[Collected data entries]
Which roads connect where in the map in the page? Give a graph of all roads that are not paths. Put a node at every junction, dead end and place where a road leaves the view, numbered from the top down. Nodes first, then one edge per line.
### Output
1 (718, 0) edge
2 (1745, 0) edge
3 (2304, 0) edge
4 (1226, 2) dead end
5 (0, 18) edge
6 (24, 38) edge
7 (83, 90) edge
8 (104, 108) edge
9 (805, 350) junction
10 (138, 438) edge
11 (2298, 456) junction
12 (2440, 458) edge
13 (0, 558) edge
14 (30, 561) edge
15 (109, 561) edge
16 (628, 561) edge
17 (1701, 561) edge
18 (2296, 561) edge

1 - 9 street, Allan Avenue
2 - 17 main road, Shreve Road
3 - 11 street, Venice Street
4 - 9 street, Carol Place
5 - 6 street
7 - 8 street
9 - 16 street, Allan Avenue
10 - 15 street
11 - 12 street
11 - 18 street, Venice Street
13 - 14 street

* * *

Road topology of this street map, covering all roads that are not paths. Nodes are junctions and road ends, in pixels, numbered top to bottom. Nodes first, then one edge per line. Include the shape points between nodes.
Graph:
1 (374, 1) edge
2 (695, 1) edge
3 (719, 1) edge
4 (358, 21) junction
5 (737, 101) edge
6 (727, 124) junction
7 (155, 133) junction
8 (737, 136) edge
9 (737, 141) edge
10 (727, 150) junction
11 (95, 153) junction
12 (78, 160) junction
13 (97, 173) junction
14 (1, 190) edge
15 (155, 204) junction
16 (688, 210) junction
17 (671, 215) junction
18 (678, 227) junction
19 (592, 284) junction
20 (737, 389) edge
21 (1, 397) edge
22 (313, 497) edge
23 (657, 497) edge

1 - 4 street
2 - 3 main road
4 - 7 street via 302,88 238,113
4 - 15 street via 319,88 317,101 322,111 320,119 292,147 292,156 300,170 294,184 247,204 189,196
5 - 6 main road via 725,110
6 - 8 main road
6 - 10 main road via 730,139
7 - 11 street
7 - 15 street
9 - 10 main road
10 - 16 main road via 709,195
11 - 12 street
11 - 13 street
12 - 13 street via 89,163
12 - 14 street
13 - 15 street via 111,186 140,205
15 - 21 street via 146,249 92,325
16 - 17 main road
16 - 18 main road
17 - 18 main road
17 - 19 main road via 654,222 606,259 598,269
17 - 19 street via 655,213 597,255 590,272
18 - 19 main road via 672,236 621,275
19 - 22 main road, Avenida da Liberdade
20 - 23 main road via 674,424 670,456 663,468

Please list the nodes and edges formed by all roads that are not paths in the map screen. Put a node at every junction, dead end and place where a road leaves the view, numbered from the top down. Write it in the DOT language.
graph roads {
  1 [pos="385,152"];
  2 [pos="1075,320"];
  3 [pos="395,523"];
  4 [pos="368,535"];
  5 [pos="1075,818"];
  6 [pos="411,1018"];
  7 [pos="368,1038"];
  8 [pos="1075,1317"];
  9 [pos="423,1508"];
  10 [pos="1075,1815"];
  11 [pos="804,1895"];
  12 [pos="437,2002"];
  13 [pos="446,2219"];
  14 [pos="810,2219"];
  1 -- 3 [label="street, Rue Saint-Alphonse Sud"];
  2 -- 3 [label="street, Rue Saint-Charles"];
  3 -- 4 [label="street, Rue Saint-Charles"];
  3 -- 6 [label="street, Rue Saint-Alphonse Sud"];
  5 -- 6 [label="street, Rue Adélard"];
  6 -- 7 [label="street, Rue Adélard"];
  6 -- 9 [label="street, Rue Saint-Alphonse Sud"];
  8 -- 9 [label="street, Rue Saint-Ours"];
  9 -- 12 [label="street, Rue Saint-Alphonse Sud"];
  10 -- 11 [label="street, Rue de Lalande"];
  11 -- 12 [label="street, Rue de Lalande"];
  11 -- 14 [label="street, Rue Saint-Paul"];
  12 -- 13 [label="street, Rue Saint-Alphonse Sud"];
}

Task details =>
Find and copy every line in the entries above where the string "first" occurs.

Response =>
Which roads connect where in the map in the page? Give a graph of all roads that are not paths. Put a node at every junction, dead end and place where a road leaves the view, numbered from the top down. Nodes first, then one edge per line.
Road topology of this street map, covering all roads that are not paths. Nodes are junctions and road ends, in pixels, numbered top to bottom. Nodes first, then one edge per line. Include the shape points between nodes.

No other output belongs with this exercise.